- [Your instructions]:
Check every line of the entries for "Hermanos", and copy the lines that hold it.

- [Data listing]:
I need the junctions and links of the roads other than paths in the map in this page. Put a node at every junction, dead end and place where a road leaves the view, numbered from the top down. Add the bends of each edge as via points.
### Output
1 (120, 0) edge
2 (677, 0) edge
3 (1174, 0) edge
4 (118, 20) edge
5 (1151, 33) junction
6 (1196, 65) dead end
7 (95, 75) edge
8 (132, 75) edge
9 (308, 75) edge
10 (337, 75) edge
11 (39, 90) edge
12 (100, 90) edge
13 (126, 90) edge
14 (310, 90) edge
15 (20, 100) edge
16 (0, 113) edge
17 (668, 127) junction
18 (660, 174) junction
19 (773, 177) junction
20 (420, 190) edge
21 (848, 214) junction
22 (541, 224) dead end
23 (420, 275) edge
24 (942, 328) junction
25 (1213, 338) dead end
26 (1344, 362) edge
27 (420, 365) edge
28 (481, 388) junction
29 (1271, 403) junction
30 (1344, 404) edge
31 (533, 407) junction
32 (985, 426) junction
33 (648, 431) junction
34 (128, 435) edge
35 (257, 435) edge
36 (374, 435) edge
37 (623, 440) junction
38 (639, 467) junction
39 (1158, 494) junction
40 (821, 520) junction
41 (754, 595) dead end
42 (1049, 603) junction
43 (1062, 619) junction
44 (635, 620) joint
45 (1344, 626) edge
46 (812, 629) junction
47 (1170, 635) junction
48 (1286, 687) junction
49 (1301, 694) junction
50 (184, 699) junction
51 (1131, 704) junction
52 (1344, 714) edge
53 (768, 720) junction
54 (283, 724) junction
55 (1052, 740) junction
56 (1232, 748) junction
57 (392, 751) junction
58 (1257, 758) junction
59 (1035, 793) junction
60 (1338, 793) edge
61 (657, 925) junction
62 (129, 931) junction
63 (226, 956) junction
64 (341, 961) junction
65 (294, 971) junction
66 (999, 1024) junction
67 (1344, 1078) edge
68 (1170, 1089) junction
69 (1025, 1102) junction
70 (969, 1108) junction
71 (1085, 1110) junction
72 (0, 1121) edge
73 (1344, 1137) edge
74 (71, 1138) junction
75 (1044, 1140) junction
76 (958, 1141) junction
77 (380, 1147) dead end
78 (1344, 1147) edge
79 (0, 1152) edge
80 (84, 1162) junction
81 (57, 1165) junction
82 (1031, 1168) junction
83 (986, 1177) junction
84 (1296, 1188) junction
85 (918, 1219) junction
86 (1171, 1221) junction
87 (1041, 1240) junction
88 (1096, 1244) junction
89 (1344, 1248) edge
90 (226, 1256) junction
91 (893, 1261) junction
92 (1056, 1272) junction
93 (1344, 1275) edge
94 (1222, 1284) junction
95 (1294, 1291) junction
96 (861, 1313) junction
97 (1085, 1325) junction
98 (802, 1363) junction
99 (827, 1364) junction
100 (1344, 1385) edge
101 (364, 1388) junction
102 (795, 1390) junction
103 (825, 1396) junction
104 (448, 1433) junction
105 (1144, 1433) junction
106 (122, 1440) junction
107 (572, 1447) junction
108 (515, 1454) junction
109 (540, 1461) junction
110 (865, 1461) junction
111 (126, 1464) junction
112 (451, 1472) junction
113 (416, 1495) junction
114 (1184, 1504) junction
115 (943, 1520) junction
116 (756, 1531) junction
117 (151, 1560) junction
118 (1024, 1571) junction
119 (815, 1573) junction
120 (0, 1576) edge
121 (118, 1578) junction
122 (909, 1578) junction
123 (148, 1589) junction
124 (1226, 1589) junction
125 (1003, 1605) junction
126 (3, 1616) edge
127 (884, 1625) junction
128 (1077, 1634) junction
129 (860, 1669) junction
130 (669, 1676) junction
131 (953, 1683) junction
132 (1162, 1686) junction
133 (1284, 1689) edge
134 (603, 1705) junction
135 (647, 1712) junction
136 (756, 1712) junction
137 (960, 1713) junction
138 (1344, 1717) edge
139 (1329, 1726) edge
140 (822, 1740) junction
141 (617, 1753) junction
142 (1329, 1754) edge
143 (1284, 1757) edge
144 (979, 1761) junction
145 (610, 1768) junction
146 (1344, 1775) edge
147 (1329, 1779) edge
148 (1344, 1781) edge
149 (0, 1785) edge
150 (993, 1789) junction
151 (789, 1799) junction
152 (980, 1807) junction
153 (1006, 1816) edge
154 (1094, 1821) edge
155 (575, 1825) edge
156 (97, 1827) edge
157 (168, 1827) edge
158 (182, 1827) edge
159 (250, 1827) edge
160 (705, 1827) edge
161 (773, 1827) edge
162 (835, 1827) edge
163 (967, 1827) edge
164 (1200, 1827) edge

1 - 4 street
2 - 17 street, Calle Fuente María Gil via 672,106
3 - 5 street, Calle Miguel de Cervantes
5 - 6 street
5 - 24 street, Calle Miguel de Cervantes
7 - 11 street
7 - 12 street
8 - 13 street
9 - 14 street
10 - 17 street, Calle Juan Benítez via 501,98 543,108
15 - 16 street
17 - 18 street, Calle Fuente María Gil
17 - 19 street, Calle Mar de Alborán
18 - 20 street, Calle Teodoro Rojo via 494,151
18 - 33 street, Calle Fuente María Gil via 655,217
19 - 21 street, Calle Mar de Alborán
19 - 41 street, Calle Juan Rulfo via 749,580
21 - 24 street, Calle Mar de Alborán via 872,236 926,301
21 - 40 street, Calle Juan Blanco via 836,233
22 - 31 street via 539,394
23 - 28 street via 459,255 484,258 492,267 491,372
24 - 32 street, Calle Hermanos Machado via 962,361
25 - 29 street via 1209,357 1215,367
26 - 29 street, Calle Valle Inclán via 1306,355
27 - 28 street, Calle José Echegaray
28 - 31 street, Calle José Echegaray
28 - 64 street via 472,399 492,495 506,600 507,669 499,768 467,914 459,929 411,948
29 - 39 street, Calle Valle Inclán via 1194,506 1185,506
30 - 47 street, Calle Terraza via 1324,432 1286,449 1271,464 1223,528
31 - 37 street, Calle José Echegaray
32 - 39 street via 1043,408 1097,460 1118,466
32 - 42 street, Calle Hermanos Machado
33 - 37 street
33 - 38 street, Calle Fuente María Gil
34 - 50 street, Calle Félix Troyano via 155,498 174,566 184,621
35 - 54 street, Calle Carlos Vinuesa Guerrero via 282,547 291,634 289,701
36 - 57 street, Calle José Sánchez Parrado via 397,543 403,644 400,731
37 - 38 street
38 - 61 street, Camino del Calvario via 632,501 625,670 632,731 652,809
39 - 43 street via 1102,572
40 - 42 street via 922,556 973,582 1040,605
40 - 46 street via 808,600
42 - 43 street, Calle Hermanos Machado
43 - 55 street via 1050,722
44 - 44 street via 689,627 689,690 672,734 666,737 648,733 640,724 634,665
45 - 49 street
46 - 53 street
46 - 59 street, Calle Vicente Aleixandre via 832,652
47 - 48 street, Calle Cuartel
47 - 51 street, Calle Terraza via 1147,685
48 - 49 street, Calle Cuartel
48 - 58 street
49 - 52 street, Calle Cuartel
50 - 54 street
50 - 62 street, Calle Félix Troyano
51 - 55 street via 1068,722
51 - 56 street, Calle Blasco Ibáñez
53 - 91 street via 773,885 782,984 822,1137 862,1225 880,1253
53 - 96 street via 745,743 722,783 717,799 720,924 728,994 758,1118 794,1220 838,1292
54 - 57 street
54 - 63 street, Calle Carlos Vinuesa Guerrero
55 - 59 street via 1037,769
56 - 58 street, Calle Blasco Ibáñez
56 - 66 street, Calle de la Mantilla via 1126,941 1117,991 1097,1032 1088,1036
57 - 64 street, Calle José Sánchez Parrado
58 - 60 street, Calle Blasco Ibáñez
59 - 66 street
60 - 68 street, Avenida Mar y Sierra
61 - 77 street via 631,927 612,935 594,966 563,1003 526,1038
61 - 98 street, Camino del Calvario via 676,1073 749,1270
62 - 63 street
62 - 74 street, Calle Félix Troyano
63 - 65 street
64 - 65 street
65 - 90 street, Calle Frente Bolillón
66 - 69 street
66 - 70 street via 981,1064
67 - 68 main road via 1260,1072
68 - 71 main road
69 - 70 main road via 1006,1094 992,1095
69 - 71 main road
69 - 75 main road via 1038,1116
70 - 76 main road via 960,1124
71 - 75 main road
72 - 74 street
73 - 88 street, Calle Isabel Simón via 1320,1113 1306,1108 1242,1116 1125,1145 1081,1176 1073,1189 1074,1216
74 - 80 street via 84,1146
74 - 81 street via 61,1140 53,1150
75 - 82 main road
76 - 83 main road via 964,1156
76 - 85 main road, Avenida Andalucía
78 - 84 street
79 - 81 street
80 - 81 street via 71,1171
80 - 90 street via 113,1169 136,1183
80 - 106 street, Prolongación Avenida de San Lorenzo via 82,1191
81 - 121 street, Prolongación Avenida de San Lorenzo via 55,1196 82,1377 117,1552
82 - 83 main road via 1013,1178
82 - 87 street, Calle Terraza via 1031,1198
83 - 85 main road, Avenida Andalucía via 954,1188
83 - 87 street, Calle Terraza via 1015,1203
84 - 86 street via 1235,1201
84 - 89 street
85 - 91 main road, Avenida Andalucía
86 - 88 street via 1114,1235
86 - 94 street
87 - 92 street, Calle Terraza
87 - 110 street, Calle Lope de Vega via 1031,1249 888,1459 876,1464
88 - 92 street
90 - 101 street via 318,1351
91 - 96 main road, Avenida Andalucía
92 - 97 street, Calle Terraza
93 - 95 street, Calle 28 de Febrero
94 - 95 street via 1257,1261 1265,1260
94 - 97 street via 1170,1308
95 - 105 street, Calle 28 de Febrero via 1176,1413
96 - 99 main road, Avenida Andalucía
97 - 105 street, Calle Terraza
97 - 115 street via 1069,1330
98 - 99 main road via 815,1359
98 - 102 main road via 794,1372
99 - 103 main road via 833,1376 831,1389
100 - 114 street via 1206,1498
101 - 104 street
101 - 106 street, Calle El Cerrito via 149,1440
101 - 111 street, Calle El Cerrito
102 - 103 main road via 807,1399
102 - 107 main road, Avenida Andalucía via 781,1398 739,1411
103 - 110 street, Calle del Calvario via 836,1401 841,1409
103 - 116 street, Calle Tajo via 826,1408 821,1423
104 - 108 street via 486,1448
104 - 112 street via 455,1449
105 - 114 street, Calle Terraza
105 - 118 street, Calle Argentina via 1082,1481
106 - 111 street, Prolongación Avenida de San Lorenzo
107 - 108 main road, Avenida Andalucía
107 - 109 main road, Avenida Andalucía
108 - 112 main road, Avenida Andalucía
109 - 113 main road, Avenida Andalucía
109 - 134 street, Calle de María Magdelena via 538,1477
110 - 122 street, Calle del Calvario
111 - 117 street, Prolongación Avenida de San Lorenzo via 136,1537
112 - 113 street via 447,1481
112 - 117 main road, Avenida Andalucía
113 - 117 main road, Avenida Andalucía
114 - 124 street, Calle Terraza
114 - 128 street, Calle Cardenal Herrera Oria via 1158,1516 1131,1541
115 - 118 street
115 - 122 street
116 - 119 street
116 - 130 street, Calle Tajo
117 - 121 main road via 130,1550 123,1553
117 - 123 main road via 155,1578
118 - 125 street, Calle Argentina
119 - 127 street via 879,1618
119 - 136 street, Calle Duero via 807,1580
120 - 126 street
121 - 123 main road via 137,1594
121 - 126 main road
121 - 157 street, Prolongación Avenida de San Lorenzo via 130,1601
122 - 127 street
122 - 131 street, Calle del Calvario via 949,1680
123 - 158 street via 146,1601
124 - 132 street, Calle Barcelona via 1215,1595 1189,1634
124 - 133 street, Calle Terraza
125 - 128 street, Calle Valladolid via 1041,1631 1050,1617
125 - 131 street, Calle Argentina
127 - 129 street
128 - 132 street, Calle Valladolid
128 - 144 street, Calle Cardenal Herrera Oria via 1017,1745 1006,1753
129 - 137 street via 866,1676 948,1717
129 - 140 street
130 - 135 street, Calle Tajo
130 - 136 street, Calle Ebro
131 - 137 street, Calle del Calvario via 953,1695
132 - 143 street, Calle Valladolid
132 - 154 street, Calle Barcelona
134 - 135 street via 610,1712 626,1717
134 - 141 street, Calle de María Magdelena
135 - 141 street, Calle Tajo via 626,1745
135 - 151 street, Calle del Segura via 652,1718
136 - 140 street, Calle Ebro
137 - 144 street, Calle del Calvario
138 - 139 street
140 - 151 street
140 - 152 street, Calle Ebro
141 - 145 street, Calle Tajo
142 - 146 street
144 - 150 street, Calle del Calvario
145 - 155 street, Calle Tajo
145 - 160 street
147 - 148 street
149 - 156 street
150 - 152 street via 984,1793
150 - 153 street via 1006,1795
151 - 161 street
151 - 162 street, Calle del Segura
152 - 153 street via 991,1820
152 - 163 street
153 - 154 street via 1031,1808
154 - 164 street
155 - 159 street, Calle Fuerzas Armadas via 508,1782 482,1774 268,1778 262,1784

- [Final answer]:
24 - 32 street, Calle Hermanos Machado via 962,361
32 - 42 street, Calle Hermanos Machado
42 - 43 street, Calle Hermanos Machado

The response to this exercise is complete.